I am a beginner in bioinformatics. In scRNA analysis work, I got bit puzzled in running starsolo for 3' 10X paired-ended reads. First, I input the reads as R2 and R1 in the code, it worked with somewhat okay (not desired one) results. But In a discussion thread of solo at https://github.com/alexdobin/STAR/issues/768 , I found that starsolo owner is approving that for paired-ended reads should be input as R1 and R2, but for 5'10X reads.

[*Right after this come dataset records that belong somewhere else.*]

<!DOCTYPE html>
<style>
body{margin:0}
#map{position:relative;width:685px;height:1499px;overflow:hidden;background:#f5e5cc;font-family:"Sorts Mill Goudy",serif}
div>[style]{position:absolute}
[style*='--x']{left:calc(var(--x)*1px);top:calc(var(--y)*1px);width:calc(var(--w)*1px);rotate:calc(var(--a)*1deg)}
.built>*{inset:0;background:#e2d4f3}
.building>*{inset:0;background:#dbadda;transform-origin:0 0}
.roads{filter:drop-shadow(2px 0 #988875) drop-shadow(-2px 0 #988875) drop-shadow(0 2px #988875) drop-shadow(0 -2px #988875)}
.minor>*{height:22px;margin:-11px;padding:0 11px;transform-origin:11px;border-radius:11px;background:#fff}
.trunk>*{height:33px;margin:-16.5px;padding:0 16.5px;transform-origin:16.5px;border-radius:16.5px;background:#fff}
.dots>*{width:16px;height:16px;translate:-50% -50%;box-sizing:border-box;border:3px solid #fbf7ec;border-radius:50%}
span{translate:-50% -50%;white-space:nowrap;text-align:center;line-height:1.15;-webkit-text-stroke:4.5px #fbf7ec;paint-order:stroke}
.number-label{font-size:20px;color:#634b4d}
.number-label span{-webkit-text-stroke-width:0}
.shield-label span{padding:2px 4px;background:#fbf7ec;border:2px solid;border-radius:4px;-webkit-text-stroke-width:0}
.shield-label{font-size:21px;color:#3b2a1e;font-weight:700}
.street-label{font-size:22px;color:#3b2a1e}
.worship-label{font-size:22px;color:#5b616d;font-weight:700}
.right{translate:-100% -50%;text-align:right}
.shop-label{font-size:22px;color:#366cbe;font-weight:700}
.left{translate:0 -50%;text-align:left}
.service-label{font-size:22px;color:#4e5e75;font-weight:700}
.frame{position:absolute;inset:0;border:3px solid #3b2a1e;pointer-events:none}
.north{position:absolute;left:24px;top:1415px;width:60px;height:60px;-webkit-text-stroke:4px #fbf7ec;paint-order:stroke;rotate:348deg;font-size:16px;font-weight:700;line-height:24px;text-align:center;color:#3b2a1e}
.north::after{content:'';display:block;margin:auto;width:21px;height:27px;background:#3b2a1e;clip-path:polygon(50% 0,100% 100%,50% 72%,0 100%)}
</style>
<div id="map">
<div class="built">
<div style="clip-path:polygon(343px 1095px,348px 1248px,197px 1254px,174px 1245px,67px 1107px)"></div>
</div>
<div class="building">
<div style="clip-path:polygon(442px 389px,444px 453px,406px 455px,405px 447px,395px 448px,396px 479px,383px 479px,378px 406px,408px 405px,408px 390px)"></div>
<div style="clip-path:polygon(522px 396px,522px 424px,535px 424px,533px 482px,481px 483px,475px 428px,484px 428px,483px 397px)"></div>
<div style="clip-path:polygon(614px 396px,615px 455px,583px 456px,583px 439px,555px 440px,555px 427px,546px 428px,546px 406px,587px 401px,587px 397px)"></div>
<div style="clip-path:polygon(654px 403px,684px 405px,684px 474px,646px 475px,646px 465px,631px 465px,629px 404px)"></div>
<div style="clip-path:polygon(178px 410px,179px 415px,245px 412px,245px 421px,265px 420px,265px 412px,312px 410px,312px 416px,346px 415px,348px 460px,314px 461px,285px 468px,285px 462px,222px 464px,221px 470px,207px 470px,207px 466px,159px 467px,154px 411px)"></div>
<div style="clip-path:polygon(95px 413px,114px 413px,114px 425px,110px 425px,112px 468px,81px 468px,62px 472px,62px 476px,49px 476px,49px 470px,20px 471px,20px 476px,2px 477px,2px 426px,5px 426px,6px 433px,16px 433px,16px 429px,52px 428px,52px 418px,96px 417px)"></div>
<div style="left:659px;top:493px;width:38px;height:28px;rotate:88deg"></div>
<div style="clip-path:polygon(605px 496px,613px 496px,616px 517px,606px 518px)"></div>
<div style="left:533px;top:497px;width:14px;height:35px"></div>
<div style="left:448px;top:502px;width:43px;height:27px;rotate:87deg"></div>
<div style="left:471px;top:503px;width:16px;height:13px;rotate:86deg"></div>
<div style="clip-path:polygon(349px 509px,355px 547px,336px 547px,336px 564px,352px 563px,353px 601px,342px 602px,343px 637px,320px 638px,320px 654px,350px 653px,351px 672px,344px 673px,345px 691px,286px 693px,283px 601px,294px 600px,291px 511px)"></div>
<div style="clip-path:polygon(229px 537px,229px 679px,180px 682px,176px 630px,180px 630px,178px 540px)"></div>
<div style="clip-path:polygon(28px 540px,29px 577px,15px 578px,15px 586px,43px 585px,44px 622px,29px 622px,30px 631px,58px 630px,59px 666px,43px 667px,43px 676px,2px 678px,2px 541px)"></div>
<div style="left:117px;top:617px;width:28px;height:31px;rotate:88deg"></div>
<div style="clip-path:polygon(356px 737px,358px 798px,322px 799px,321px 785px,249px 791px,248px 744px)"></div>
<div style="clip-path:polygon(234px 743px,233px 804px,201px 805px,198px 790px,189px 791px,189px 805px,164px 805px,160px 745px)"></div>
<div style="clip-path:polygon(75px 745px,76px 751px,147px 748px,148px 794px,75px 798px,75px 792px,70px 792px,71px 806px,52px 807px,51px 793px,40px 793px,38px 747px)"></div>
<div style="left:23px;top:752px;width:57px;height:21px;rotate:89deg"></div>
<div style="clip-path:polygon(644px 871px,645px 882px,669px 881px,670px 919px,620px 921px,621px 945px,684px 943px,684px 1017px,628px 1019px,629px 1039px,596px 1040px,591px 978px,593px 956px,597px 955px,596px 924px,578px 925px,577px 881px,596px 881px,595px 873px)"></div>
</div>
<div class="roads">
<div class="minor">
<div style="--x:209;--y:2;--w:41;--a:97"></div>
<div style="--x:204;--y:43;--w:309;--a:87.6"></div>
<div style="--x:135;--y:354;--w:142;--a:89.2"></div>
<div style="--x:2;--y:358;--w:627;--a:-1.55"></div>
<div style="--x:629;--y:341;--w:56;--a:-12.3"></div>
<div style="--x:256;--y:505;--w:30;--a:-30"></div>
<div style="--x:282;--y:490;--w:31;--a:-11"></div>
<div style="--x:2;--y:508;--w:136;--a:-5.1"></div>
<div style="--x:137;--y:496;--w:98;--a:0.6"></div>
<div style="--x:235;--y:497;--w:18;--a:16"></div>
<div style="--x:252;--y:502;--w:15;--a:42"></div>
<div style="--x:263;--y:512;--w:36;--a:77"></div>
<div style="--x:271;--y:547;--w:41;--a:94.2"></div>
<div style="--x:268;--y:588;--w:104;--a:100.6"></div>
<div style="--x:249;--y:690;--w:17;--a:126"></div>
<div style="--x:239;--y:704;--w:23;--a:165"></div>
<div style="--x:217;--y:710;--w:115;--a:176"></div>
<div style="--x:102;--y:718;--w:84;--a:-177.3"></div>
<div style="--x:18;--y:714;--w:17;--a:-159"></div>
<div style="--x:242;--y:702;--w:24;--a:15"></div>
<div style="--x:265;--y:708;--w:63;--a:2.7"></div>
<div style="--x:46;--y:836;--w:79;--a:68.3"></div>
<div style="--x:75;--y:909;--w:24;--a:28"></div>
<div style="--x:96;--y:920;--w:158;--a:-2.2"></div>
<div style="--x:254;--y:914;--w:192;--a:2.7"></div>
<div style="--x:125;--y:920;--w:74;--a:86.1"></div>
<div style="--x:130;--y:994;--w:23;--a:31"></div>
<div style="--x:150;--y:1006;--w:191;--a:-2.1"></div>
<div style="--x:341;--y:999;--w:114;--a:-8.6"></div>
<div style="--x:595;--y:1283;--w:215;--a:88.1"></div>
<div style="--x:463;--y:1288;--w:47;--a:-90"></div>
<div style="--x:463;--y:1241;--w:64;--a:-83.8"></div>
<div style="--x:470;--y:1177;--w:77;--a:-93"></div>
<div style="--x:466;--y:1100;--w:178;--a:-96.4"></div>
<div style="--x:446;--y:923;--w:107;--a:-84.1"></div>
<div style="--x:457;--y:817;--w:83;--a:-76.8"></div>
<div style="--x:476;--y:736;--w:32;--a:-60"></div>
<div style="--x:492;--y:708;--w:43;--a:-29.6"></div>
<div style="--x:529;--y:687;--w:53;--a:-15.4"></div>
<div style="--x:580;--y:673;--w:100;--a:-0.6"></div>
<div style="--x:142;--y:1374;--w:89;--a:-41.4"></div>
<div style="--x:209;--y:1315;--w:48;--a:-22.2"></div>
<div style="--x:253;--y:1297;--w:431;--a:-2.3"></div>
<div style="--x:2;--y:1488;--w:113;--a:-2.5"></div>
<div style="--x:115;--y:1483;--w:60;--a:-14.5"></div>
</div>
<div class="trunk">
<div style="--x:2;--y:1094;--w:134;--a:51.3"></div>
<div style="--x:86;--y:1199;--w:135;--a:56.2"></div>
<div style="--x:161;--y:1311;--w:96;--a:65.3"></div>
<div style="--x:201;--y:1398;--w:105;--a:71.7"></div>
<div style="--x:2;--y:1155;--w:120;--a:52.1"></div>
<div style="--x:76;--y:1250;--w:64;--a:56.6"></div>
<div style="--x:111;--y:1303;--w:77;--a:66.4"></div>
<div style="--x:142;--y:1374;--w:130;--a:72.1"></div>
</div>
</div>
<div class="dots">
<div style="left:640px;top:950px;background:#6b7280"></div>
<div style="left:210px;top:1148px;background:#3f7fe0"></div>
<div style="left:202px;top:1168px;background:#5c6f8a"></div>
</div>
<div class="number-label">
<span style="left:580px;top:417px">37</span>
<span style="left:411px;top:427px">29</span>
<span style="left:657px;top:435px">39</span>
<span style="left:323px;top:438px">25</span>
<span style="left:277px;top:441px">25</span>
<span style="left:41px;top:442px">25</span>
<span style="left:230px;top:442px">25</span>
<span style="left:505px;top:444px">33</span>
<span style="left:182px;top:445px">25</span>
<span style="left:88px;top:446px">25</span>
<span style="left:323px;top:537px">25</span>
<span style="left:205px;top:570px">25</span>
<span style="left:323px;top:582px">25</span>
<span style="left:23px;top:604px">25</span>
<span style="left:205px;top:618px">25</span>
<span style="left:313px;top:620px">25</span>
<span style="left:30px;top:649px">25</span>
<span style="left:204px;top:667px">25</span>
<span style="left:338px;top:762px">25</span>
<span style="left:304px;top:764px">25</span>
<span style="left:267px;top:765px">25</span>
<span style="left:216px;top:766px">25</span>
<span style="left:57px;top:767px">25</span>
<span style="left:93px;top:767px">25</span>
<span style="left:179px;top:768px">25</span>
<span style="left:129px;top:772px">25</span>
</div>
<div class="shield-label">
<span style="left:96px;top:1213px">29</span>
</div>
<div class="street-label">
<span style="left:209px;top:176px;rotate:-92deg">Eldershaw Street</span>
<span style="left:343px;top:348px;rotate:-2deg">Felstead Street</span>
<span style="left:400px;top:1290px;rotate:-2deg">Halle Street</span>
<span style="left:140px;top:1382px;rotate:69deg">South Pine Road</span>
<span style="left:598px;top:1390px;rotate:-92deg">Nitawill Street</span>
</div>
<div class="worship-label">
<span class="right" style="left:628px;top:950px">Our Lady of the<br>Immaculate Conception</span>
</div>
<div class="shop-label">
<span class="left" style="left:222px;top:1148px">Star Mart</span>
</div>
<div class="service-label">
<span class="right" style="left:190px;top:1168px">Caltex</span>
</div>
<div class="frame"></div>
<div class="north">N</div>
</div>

Code what I ran so far for 3' 10X paired-ended reads (v.3.1) is as below-
ml star 2.7.9a
STAR --runThreadN 72 --genomeDir $REF --readFilesIn $R2 $R1 --runDirPerm All_RWX \
--readFilesCommand zcat $SORTEDBAM --soloType CB_UMI_Simple --soloCBwhitelist /test/cell_barcode_whitelist/3M-february-2018.txt \
--soloBarcodeReadLength 0 --soloUMIlen 12 --soloStrand Forward --soloUMIdedup 1MM_CR \
--soloCBmatchWLtype 1MM_multi_Nbase_pseudocounts --soloUMIfiltering MultiGeneUMI_CR \
--soloCellFilter EmptyDrops_CR --clipAdapterType CellRanger4 --outFilterScoreMin 30 \
--soloFeatures Gene GeneFull Velocyto \
--soloOutFileNames output/ genes.tsv barcodes.tsv matrix.mtx
exit
I am assuming that I input the reads in correct way since R1 reads has barcode+UMI and R2 has only sequenced reads. But Not certain even from the starsolo page. Please suggest what should be the read order for paired-ended 3' 10X data v.3.1.0. Thanks
That is correct.
See if this helps: STARsolo config for 10x Chromium v1, v2, v3 for specifying
Thank you. I have gone through the link. I found that I already put --soloCBwhitelist [whitelist] dir/3M-february-2018.txt in 2nd line and --soloUMIlen [UMI length] 12 in 3rd line in the code. I did not put --soloCBlen [CB length] and --soloUMIstart [UMI start] since I already put the --clipAdapterType CellRanger4 in the code.
I need to know the order of reads i.e. whether --readFilesIn R1.fastq.gz R2.fastq.gz OR --readFilesIn R2.fastq.gz R1.fastq.gz for paired-ended 3' 10X data v.3.1.0 mapping? Thanks
why not directly use 10X's tool like cellranger for mapping and count UMI?
Thanks for the suggestion. Analysis is already done with Cellranger 6.1. However, our group is trying to the downstream analysis using different mapping and counting methods to get the solution (if we can) of some issues like multimapping etc.
Moving this to a comment since it is not a direct answer to original question.